=== Activity ===
All of the records should be given again verbatim.

=== Excerpted records ===
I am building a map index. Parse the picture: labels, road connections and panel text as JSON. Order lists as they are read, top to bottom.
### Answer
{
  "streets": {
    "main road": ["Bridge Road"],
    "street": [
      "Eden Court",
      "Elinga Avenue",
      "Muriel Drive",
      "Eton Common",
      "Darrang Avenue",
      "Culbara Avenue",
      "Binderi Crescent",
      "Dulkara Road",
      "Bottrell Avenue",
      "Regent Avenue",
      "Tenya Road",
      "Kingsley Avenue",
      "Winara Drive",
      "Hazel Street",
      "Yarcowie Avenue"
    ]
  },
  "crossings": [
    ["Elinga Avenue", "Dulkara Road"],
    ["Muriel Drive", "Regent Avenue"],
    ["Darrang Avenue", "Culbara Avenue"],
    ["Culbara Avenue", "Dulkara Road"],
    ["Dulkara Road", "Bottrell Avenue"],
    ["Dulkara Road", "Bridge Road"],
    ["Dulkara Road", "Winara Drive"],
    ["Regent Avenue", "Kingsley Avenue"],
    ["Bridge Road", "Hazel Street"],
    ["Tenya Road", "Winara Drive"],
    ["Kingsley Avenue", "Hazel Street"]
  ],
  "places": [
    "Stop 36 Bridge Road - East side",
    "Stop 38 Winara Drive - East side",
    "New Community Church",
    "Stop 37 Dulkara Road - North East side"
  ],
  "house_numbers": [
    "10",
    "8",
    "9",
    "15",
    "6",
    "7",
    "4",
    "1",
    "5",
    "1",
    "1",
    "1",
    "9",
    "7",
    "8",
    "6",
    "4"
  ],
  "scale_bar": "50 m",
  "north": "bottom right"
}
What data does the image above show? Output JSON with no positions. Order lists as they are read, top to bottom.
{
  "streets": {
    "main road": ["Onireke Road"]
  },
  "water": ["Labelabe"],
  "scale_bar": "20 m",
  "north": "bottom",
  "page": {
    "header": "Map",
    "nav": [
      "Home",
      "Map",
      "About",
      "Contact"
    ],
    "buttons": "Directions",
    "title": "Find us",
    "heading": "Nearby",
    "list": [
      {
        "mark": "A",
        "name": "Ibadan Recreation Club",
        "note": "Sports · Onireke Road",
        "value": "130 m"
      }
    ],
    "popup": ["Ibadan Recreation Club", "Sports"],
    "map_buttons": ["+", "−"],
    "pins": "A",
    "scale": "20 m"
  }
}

=== Task solution ===
I am building a map index. Parse the picture: labels, road connections and panel text as JSON. Order lists as they are read, top to bottom.
### Answer
{
  "streets": {
    "main road": ["Bridge Road"],
    "street": [
      "Eden Court",
      "Elinga Avenue",
      "Muriel Drive",
      "Eton Common",
      "Darrang Avenue",
      "Culbara Avenue",
      "Binderi Crescent",
      "Dulkara Road",
      "Bottrell Avenue",
      "Regent Avenue",
      "Tenya Road",
      "Kingsley Avenue",
      "Winara Drive",
      "Hazel Street",
      "Yarcowie Avenue"
    ]
  },
  "crossings": [
    ["Elinga Avenue", "Dulkara Road"],
    ["Muriel Drive", "Regent Avenue"],
    ["Darrang Avenue", "Culbara Avenue"],
    ["Culbara Avenue", "Dulkara Road"],
    ["Dulkara Road", "Bottrell Avenue"],
    ["Dulkara Road", "Bridge Road"],
    ["Dulkara Road", "Winara Drive"],
    ["Regent Avenue", "Kingsley Avenue"],
    ["Bridge Road", "Hazel Street"],
    ["Tenya Road", "Winara Drive"],
    ["Kingsley Avenue", "Hazel Street"]
  ],
  "places": [
    "Stop 36 Bridge Road - East side",
    "Stop 38 Winara Drive - East side",
    "New Community Church",
    "Stop 37 Dulkara Road - North East side"
  ],
  "house_numbers": [
    "10",
    "8",
    "9",
    "15",
    "6",
    "7",
    "4",
    "1",
    "5",
    "1",
    "1",
    "1",
    "9",
    "7",
    "8",
    "6",
    "4"
  ],
  "scale_bar": "50 m",
  "north": "bottom right"
}
What data does the image above show? Output JSON with no positions. Order lists as they are read, top to bottom.
{
  "streets": {
    "main road": ["Onireke Road"]
  },
  "water": ["Labelabe"],
  "scale_bar": "20 m",
  "north": "bottom",
  "page": {
    "header": "Map",
    "nav": [
      "Home",
      "Map",
      "About",
      "Contact"
    ],
    "buttons": "Directions",
    "title": "Find us",
    "heading": "Nearby",
    "list": [
      {
        "mark": "A",
        "name": "Ibadan Recreation Club",
        "note": "Sports · Onireke Road",
        "value": "130 m"
      }
    ],
    "popup": ["Ibadan Recreation Club", "Sports"],
    "map_buttons": ["+", "−"],
    "pins": "A",
    "scale": "20 m"
  }
}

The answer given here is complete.